Wisdom, a persona Solomon created, is talking here:
“Through me kings have their power, and rulers give right decisions. Through me chiefs have authority, and the noble ones are judging in righteousness.” Proverbs 8:15
As a breadwinner, husband to a capable woman, and a dad to growing children, there have been many chances to decide something and much pressure to get it right. Any help in this area is a good thing, so I like to tap into this idea of being wise on a daily basis. It might shock you to know that I, on occasion have to face a skeptic or two.
Let me show you how this wisdom-thing works.
King Solomon, the wise king of Israel, is famous for the way he handled two prostitutes who each claimed the same living child. This is found in the Bible, 1 Kings 3:16-28, and it occurred just after he had taken the throne. Solomon could have had the women killed, but instead offered to have the child cut in two so that each could have half. One woman said okay and the other screamed, “Don’t hurt the child,” because she was the real mother. She gets the baby. Nothing further is done. End of story. Justice has won. Very smart move on his part.
Solomon has now shown his subjects for how he intends to rule, not with brutal force, but with wisdom.
Those who have something to hide are scared. The rest look at the new king and say, “This could work.”
Solomon inspires them. This allows him to sidestep the standard slaughter of all rivals to the throne, something that was common in that day for a new ruler. Here is this mama’s boy who has never seen a battle, who has received a kingdom newly at peace, but the nation doesn’t need a warrior-king now. It needs a good person to turn that peace into prosperity.
They think, “He just might be the right man for the job.”
I need to be the right man for my job, too. I need to inspire and not just demand that people listen to me and I like Solomon’s idea of being fair. It’s very moving.
Here is one verse of his that follows those lines that I have found helpful at work.
11:16 “A gracious woman retaineth honor, and strong men retain riches (KJV).”

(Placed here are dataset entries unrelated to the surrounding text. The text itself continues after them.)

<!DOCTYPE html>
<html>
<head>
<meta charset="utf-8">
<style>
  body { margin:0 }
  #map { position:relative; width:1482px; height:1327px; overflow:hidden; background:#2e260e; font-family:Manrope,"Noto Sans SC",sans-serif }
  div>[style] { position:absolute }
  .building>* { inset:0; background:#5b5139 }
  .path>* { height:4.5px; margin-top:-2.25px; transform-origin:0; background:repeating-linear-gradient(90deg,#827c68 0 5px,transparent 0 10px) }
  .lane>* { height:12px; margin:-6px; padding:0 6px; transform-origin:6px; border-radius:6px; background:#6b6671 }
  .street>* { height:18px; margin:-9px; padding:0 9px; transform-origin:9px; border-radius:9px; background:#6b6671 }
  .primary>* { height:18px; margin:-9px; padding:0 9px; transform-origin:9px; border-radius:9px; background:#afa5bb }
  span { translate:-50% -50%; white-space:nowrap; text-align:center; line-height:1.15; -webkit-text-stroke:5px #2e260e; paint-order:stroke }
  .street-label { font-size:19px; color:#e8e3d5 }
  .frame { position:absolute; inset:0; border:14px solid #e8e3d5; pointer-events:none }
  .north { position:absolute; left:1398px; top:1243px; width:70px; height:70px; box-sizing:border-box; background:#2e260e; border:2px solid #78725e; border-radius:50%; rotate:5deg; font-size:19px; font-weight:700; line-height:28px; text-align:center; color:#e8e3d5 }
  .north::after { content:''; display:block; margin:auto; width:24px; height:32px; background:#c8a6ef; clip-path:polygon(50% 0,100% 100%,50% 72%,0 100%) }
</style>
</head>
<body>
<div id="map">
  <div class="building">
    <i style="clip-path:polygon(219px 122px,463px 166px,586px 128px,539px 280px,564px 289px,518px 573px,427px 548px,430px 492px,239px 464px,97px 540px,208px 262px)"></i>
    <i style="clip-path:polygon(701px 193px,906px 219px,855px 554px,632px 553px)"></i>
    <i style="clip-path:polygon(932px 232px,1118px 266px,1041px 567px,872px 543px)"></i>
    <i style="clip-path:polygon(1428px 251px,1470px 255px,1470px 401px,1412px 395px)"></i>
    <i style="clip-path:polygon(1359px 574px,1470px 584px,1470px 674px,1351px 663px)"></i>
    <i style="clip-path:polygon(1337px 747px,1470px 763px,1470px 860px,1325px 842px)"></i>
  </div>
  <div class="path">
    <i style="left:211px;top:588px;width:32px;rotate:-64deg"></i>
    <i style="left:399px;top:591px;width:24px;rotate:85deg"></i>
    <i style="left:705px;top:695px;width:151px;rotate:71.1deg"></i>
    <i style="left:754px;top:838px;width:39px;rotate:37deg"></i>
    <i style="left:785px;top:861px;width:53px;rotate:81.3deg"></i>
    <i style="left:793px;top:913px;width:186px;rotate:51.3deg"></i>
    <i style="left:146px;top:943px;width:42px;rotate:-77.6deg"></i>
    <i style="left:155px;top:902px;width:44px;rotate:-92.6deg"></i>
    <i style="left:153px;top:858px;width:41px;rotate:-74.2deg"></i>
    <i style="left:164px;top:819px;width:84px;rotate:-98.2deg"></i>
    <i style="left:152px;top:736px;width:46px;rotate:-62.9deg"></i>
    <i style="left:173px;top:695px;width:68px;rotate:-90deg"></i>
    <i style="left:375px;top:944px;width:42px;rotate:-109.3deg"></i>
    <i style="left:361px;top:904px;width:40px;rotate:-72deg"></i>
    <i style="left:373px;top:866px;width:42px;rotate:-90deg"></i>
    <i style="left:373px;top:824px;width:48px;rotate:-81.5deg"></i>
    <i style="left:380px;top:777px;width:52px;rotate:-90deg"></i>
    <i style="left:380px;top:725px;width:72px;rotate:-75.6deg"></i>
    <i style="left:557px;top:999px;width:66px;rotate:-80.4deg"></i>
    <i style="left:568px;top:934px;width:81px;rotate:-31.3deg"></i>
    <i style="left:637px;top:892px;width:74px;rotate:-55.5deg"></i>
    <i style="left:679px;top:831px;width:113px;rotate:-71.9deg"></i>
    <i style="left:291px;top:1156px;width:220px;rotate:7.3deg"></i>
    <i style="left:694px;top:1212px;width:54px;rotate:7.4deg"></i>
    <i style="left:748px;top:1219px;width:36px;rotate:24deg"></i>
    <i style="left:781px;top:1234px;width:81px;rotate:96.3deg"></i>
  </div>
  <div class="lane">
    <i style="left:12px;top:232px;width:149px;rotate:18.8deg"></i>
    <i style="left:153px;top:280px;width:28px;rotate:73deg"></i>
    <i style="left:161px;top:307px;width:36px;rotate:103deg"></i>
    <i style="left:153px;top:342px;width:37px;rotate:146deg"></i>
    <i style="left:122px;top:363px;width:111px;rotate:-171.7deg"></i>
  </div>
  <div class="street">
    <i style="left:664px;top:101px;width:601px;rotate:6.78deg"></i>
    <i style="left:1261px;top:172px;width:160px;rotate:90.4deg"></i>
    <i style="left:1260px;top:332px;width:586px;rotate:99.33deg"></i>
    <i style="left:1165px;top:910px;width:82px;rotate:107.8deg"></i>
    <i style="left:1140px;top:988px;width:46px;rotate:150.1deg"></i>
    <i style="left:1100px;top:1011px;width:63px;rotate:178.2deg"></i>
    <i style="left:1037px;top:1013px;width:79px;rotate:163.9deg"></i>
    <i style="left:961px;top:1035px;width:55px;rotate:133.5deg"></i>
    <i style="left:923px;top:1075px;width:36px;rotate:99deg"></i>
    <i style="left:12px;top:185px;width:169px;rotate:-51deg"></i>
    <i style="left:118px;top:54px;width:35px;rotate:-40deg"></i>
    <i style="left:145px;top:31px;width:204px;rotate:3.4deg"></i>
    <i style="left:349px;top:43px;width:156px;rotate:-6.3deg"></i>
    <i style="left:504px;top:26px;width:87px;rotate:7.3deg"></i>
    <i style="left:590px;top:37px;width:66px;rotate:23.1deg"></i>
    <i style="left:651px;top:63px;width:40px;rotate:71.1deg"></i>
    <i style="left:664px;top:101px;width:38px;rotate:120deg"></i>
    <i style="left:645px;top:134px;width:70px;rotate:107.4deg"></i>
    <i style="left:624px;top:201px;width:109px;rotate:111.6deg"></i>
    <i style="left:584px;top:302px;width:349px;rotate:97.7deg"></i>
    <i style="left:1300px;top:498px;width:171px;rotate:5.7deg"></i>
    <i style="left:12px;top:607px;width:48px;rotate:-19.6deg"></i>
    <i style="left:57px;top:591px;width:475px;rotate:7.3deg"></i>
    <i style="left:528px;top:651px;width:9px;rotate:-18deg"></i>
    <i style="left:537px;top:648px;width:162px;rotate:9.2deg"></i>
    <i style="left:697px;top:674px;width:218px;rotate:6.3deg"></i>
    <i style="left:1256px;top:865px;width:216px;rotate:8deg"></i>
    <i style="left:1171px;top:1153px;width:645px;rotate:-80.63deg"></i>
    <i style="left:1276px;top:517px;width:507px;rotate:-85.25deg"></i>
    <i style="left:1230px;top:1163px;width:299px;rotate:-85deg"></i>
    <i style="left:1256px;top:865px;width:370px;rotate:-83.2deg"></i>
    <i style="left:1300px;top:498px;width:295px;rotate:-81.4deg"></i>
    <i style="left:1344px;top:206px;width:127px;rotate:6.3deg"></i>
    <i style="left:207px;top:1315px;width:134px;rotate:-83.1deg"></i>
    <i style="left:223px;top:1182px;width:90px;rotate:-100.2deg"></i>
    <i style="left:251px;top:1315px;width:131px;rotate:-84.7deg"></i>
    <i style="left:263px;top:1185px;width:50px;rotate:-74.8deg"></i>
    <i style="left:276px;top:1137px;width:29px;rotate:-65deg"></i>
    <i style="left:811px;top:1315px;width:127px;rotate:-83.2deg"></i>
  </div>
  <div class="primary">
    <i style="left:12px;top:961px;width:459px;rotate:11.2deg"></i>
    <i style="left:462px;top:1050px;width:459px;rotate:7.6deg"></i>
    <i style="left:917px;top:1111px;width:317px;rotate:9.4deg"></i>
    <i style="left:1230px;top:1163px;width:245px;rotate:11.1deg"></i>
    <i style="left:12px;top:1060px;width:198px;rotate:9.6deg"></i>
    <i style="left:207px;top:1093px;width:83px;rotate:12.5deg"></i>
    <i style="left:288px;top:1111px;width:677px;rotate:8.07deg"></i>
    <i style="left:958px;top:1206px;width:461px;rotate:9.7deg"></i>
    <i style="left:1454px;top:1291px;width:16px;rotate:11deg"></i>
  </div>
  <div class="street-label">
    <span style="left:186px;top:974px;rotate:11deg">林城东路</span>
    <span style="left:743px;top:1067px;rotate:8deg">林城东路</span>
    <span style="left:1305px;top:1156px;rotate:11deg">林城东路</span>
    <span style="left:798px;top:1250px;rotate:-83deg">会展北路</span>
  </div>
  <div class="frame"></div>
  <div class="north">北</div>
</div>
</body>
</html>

Like he did with the two prostitutes, Solomon’s Proverbs often compare one subject with the other to teach fair judgment.
Here, a single woman hangs on to honor, while strong men (plural) keep their money. One does something more noble with less, while the others do something more common with more.
Which one is often missed but deserves high praise?
The other rates as simply OK.
This helped explain something I saw at work where management wanted staff to innovate and one supervisor’s only answer to his problems was thatwe needed to hire more staff. This verse helped me to see this kind of thinking for the shallow thing it was.
In Solomon’s book, he offers to teach us to think wisely, like he did. This would require some time and work, but it would come. Others would listen to us if we did.